**What the task asks**. From the line containing "index tip: (250, 60)" down to the final entry below, restate each line word for word.

**Exercise materials**.

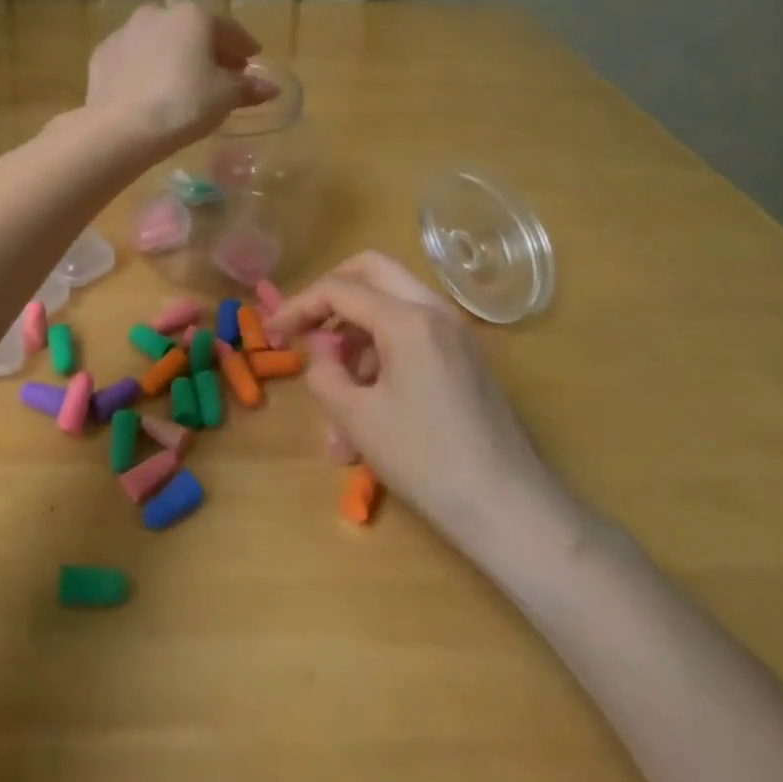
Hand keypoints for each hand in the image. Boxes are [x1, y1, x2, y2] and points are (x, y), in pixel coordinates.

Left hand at [85, 1, 276, 151]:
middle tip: (220, 72)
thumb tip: (271, 88)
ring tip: (184, 79)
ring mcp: (126, 31)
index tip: (250, 60)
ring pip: (160, 39)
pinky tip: (151, 87)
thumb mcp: (224, 97)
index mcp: (193, 16)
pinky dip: (147, 66)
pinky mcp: (103, 54)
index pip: (228, 29)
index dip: (243, 46)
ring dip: (175, 53)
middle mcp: (158, 14)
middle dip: (208, 48)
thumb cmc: (184, 105)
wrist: (121, 127)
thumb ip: (248, 88)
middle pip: (192, 29)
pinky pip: (134, 56)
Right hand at [269, 252, 582, 566]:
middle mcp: (434, 310)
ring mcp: (455, 332)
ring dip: (355, 338)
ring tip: (334, 401)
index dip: (297, 305)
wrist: (511, 510)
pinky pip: (411, 335)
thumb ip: (323, 371)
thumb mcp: (357, 418)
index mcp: (407, 318)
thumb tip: (318, 350)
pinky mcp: (463, 357)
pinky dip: (380, 357)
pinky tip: (365, 415)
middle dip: (330, 294)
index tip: (271, 332)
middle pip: (371, 270)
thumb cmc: (427, 461)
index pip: (338, 288)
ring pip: (390, 305)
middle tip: (305, 327)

**Response for this exercise**.
index tip: (250, 60)
ring pip: (160, 39)
pinky tip: (151, 87)
thumb mcp: (224, 97)
index mcp: (193, 16)
pinky dip: (147, 66)
pinky mcp: (103, 54)
index pip: (228, 29)
index dip: (243, 46)
ring dip: (175, 53)
middle mcp: (158, 14)
middle dip: (208, 48)
thumb cmc: (184, 105)
wrist: (121, 127)
thumb ip: (248, 88)
middle pip: (192, 29)
pinky pip: (134, 56)
Right hand at [269, 252, 582, 566]:
middle mcp: (434, 310)
ring mcp: (455, 332)
ring dip: (355, 338)
ring tip: (334, 401)
index dip: (297, 305)
wrist: (511, 510)
pinky pip: (411, 335)
thumb ip: (323, 371)
thumb mcp: (357, 418)
index mcp: (407, 318)
thumb tip: (318, 350)
pinky mcp: (463, 357)
pinky dip: (380, 357)
pinky tip: (365, 415)
middle dip: (330, 294)
index tip: (271, 332)
middle pip: (371, 270)
thumb cmc: (427, 461)
index pip: (338, 288)
ring pip: (390, 305)
middle tip: (305, 327)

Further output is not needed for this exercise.